Both parents stuck to a policy of not interfering with their children's own families.

However, the father did pen words of advice to his two sons when they got married.

"It's advice on how to have a happy marriage, speaking from his own personal experience. He took a lot of trouble keeping in touch with us. When we were away, he would write to us. And my mother would write to us every week. And I would write back," recalled PM Lee.

His mother's letters were handwritten whereas his father's were typewritten. "His letter would be dictated, typed, and then it's typed double or triple space, and then he would go through and correct the typed version, and then add stuff and maybe have another paragraph or two at the end in writing, and then he would send it to me in that form. To think of the effort… substantial pieces, maybe five, six pages, maybe more. I still have them all stored away somewhere," said PM Lee.

"I replied, also quite long letters, every week."

Personal tragedy struck PM Lee twice. In 1982, his first wife, Dr Wong Ming Yang, died from a heart attack. In 1992, when he was deputy prime minister, he fell ill with lymphoma. Recalling those life-changing events, he said of his father: "You depend on him for support."

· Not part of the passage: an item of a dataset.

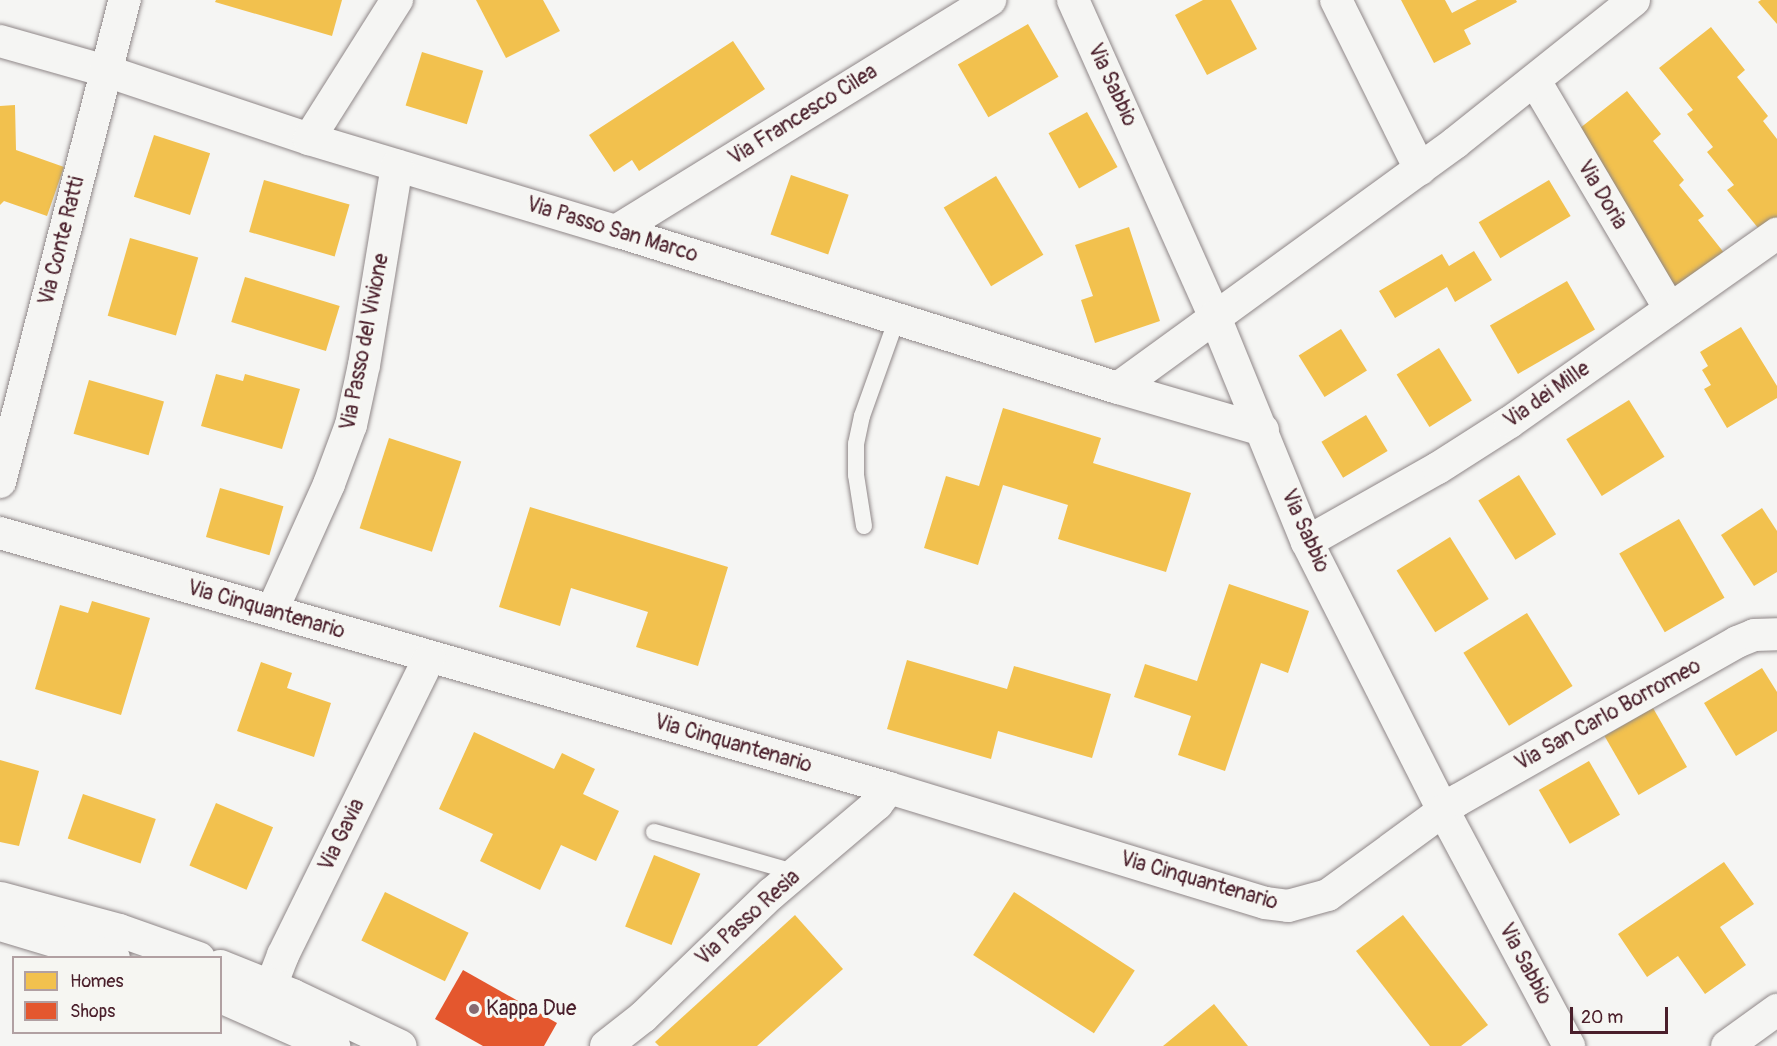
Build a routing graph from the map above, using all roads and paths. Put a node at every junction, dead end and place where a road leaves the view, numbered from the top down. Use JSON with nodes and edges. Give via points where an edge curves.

Asked about his bond with his father, he said: "When you needed him, he was there. In a crisis, he was the key person in the family."

As for his decision to enter politics, PM Lee was unabashed: "He's had a very big influence on me. It's hard to say but he probably made me who I am, not like him but I learnt a lot from him."

It was Mr Goh who urged him to consider joining politics, PM Lee said, but he does not deny that his parentage had an influence on his willingness to serve. "If he hadn't been my father, I don't know," he said. "I might still have found my way into politics. Many of the other ministers and MPs have found their way into politics without having had the PM for their father. Maybe if he hadn't been my father, I might have felt less of a sense of responsibility that I had to take this up and do it."